FIG. 9B illustrates an example of FIG. 9A using exemplary numeric values. The numbers and numeric representations used in the example of 9B are shown solely for purposes of explanation and actual values may be represented in many different manners departing from the methods used in the present example. SIMA through SIMF are expressed as percentages representing the similarity score for each attribute representing by their respective nodes. Actual similarity scores output by the machine learning model may be expressed in a variety of manners including but not limited to percentages, numeric values, alpha-numeric values, or other means of representing a score that can be mapped to a meaningful representation of similarity. In order to calculate aggregate similarity score 930, each individual similarity score is passed through the corresponding weight of weights 920. Weights 920 are expressed as decimal numbers in the present example but may take many varying forms or numeric styles in other examples. The similarity scores of output layer 910 and weights 920 are used to calculate aggregate similarity score 930, which is 41% in the present example. Aggregate similarity score may then be used to classify the submission as reject, accept, or needs further review based on manually defined thresholds, pre-defined thresholds, learned thresholds, and variations or combinations thereof. Like the other numbers used in the present example, aggregate similarity score 930 may be expressed in many different forms that map to a meaningful classification of a submission. The actual implementation of how a similarity score is expressed may depart from the present example.

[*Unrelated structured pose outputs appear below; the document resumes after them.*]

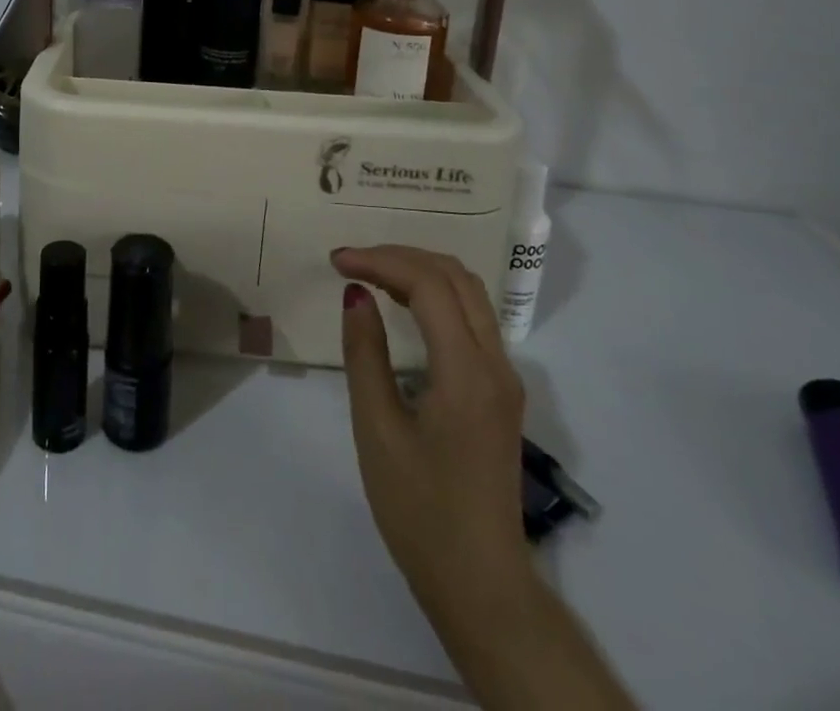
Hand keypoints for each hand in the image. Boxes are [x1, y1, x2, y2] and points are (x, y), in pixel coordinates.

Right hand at [332, 245, 530, 620]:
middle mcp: (495, 365)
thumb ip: (364, 354)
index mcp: (467, 372)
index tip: (336, 261)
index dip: (380, 260)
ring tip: (370, 275)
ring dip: (420, 272)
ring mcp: (503, 378)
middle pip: (456, 277)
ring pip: (469, 293)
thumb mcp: (377, 429)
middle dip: (401, 256)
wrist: (479, 583)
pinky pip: (471, 319)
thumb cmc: (419, 509)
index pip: (429, 285)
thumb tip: (355, 294)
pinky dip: (435, 296)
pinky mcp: (499, 392)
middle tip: (351, 261)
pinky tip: (401, 307)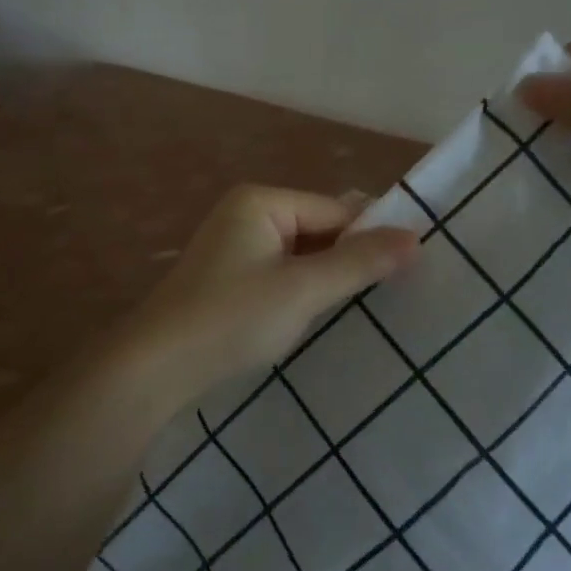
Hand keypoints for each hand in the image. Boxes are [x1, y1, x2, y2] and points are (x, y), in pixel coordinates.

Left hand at [123, 186, 417, 404]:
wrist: (155, 368)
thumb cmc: (231, 319)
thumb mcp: (302, 290)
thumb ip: (358, 263)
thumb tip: (416, 237)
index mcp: (262, 201)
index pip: (335, 210)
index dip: (372, 236)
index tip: (411, 267)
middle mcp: (247, 212)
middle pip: (319, 227)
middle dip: (350, 256)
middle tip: (394, 290)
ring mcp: (236, 245)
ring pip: (302, 252)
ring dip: (328, 275)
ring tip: (365, 305)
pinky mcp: (230, 276)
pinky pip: (282, 270)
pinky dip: (303, 288)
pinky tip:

FIG. 10 illustrates computing system 1001 that is representative of any system or collection of systems in which the various processes, systems, programs, services, and scenarios disclosed herein may be implemented. Examples of computing system 1001 include, but are not limited to, desktop computers, laptop computers, server computers, routers, web servers, cloud computing platforms, and data center equipment, as well as any other type of physical or virtual server machine, physical or virtual router, container, and any variation or combination thereof.

Computing system 1001 may be implemented as a single apparatus, system, or device or may be implemented in a distributed manner as multiple apparatuses, systems, or devices. Computing system 1001 includes, but is not limited to, processing system 1002, storage system 1003, software 1005, communication interface system 1007, and user interface system 1009 (optional). Processing system 1002 is operatively coupled with storage system 1003, communication interface system 1007, and user interface system 1009.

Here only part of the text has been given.